**INSTRUCTIONS TO FOLLOW:**
For the material below, return exactly the lines starting at the one holding "pinky tip: (531, 623)" and ending at the one holding "index tip: (475, 707)", counting both as part of the range.

**STUDY MATERIAL:**
[Start of section]

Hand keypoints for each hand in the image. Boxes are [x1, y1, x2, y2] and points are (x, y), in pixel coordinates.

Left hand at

[End of section]
[Start of section]

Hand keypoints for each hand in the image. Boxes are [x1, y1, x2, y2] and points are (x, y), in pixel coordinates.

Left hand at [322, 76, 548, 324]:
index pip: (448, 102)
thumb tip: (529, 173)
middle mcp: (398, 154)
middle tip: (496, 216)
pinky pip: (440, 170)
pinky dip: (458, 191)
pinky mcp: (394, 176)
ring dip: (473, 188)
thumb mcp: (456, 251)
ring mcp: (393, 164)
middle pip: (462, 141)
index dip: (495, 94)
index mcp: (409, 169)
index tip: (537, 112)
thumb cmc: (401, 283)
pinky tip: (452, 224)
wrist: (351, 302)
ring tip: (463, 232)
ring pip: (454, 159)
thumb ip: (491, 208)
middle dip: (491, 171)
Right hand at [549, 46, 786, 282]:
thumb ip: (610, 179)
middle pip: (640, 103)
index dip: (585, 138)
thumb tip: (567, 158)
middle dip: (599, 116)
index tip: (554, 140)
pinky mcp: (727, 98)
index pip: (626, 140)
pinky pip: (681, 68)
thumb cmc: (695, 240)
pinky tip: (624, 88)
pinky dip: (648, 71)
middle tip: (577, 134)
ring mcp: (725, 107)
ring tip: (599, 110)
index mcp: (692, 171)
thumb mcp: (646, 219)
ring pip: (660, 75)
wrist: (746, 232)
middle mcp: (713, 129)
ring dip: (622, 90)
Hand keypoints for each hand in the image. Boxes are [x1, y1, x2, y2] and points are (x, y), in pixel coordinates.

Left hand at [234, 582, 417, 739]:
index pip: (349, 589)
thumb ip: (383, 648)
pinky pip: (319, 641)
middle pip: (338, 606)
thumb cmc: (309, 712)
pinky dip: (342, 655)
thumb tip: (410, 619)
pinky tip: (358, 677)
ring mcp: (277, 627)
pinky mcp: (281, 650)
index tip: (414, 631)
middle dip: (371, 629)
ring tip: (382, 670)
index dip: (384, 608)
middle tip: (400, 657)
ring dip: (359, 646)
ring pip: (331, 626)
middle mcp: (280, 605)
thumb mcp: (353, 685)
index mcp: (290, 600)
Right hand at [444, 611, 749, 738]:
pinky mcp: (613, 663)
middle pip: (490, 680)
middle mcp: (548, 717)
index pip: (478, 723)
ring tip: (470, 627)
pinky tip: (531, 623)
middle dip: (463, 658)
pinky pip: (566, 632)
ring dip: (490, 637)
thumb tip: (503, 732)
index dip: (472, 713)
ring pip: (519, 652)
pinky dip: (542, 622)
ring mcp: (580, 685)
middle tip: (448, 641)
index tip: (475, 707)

[End of section]

**OUTPUT FOR THIS EXERCISE:**
pinky tip: (531, 623)
middle dip: (463, 658)
pinky pip: (566, 632)
ring dip: (490, 637)
thumb tip: (503, 732)
index dip: (472, 713)
ring pip: (519, 652)
pinky dip: (542, 622)
ring mcp: (580, 685)
middle tip: (448, 641)
index tip: (475, 707)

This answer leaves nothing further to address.